CPIs were discontinued in 15 cases and held for 6 weeks in one case of the studied cases at the time of AKI diagnosis. Most of the patients received steroids at the time of AKI diagnosis except two patients. One who had mild nephritis, in whom CPI was held, and another who had severe kidney disease and poor residual renal function (seen in interstitial fibrosis with tubular atrophy (IFTA) > 90% on biopsy). Additional immunosuppressant agents were used as indicated by the associated glomerulonephritis in the pathology. The dose, form, or duration of steroid treatment did not follow any guideline. The initial used dose of prednisone ranged from 0.5–4 mg/kg/day. The prednisone was tapered off over 4–24 weeks depending on the renal pathology and recurrence of renal disease.

Three of the 5 ATIN cases all had partial renal recovery after prednisone and one of which had also infiliximab (2 doses). The 2 cases with no renal response, one had poor residual renal function from severe chronic kidney disease with associated IFTA > 90%, CPI was held, and no steroids were given, and the other case had associated acute tubular necrosis and remained hemodialysis dependent as of 12 weeks post AKI diagnosis despite prednisone therapy.

In our glomerulonephritis cases, membranous nephropathy, granulomatous with C3 glomerular deposition, and focal segmental glomerulosclerosis, and one of the 2 cases of CPI-related IgA nephropathy had complete or partial recovery after starting prednisone (0.5 mg/kg-3 mg/kg). The two ANCA negative pauci-immune glomerulonephritis patients had complete recovery of renal function after discontinuing CPI and starting prednisone and rituximab for treatment of pauci immune GN. The 3rd patient with ANCA positive pauci immune GN underwent treatment with steroids, plasmapheresis, and rituximab as indicated for creatinine > 4.0 mg/dl and possible lung involvement. The patient with AA amyloid had partial renal recovery after steroid treatment and due to continued colitis received infliximab and later progressed to AKI due to sepsis. The second IgA case had partial renal response after steroids, mycophenolate mofetil and then one dose of infliximab due to failure of initial response.

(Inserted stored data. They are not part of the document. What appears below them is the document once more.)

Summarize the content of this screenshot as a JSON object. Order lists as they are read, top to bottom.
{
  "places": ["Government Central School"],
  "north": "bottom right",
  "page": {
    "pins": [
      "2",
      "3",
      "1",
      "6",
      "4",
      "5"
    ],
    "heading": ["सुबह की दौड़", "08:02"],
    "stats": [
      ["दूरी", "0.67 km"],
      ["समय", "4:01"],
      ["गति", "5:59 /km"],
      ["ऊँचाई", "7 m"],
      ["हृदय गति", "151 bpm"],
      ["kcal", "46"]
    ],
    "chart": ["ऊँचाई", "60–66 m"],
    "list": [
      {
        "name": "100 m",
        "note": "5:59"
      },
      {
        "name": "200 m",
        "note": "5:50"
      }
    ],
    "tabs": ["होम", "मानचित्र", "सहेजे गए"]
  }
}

Three of the 16 cases died because of disease progression. All 13 surviving patients continued treatment, with 5 being on active therapy and 8 staying on surveillance.

We included the disease progression free survival (PFS) of the 16 patients in Table 1. However, we are not able to conclude a disease response or PFS benefit in these patients since we do not have in this current population patients who were treated with CPIs and didn’t develop nephrotoxicity to make such comparison.

Patients with other irAEs may have also undergone treatment with steroids or other forms of immunosuppression that further ameliorate the renal dysfunction prior to the renal biopsy. In addition, because of the retrospective nature of the study we do lack baseline urinalysis prior to use of CPI and therefore cannot completely exclude the presence of underlying renal pathologies prior to CPI use. In addition, although majority of our cases with renal pathologies were treated with anti-PD-1 agents we cannot conclude that ATIN was more prevalent in this class of medications since out of the 6412 patients identified more than half (3608) were treated with anti-PD1 agents. Needed are prospective studies with urinalysis, proteinuria evaluation at baseline, during CPI and pre-toxicity, at time of toxicity and at the time of toxicity resolution to more accurately identify and characterize renal irAEs and response to immune suppression, in addition to obtaining early renal consult and renal biopsy when indicated.